◆ **BRIEF**:
Count the lines in the records below that contain the word "Ashcroft", and reply with only that number.

◆ **GIVEN INFORMATION**:
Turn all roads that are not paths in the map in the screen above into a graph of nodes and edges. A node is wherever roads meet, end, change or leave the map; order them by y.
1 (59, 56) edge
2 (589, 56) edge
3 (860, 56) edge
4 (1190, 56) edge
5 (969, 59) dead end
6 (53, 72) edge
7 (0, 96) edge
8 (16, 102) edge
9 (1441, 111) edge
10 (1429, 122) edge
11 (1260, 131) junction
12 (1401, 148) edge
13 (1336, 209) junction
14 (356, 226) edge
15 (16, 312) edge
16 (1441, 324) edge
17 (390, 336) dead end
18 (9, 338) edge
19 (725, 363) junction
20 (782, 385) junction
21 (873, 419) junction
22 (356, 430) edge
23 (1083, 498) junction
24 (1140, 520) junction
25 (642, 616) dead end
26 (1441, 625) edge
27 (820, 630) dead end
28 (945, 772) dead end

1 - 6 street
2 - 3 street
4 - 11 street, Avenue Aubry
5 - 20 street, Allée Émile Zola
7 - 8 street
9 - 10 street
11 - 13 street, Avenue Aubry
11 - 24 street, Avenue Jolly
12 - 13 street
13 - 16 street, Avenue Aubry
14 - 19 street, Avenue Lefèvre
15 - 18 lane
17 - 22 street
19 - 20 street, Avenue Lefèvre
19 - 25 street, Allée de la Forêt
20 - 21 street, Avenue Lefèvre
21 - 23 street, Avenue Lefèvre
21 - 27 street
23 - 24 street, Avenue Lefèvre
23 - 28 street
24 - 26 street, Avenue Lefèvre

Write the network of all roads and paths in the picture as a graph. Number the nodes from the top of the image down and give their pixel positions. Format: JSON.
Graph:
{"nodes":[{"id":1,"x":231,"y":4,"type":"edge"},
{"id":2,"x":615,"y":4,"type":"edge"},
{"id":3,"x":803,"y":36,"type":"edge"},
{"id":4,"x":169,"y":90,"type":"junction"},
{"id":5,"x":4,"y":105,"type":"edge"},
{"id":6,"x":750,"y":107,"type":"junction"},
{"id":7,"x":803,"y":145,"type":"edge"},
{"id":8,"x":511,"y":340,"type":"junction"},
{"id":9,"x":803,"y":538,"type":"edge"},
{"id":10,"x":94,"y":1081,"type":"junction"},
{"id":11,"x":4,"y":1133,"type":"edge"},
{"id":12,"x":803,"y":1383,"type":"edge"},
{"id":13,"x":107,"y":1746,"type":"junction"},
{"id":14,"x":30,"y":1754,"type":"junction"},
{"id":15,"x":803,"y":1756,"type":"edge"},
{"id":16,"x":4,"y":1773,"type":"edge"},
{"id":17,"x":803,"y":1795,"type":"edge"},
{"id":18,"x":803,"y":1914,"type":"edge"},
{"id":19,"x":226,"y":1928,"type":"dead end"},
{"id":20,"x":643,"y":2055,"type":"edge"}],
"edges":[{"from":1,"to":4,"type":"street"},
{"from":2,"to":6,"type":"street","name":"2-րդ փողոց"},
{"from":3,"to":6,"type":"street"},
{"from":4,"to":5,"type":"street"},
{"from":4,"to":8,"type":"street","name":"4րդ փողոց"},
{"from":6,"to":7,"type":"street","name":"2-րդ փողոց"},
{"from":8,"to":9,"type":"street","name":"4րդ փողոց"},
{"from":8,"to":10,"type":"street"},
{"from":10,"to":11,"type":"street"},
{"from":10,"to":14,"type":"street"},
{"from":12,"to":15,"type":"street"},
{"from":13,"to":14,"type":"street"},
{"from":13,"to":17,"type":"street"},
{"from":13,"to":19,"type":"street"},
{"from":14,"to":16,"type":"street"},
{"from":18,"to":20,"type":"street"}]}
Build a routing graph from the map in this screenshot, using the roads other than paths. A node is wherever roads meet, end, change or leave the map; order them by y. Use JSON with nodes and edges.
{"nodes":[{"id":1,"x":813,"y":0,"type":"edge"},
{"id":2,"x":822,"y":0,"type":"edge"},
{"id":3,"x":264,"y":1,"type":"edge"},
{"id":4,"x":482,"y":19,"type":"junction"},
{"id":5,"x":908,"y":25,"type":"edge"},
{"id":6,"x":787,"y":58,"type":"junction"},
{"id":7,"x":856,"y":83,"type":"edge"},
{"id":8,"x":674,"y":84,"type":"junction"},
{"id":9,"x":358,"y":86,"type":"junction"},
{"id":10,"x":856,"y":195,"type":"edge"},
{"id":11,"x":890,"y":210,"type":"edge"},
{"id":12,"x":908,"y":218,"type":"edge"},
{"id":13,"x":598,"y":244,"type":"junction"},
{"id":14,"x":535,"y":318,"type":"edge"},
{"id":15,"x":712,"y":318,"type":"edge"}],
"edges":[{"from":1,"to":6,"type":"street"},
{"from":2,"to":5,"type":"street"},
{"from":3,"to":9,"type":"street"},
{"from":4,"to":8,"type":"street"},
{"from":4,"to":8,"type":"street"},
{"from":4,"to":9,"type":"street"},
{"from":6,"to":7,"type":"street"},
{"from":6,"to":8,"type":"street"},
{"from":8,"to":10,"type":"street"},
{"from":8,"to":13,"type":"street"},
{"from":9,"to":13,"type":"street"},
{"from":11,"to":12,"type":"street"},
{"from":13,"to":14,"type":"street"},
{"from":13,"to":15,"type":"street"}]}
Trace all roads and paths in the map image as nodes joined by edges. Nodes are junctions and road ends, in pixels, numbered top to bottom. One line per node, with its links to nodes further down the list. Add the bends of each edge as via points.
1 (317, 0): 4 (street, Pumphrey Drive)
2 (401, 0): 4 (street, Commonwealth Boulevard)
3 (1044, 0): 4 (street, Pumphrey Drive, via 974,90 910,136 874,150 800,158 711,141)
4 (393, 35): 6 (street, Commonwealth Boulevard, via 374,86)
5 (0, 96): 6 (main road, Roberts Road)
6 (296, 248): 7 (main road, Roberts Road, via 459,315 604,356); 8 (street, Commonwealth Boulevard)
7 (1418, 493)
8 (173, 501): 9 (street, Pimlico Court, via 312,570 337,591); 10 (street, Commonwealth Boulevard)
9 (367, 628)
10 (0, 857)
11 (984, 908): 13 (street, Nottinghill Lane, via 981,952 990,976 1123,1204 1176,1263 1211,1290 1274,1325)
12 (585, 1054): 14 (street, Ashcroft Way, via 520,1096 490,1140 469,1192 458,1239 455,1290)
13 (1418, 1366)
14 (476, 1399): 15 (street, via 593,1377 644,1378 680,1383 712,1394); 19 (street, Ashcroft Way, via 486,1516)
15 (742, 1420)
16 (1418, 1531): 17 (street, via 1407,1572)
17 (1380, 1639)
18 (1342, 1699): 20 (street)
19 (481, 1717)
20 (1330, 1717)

◆ **RESPONSE FOR THIS EXERCISE**:
2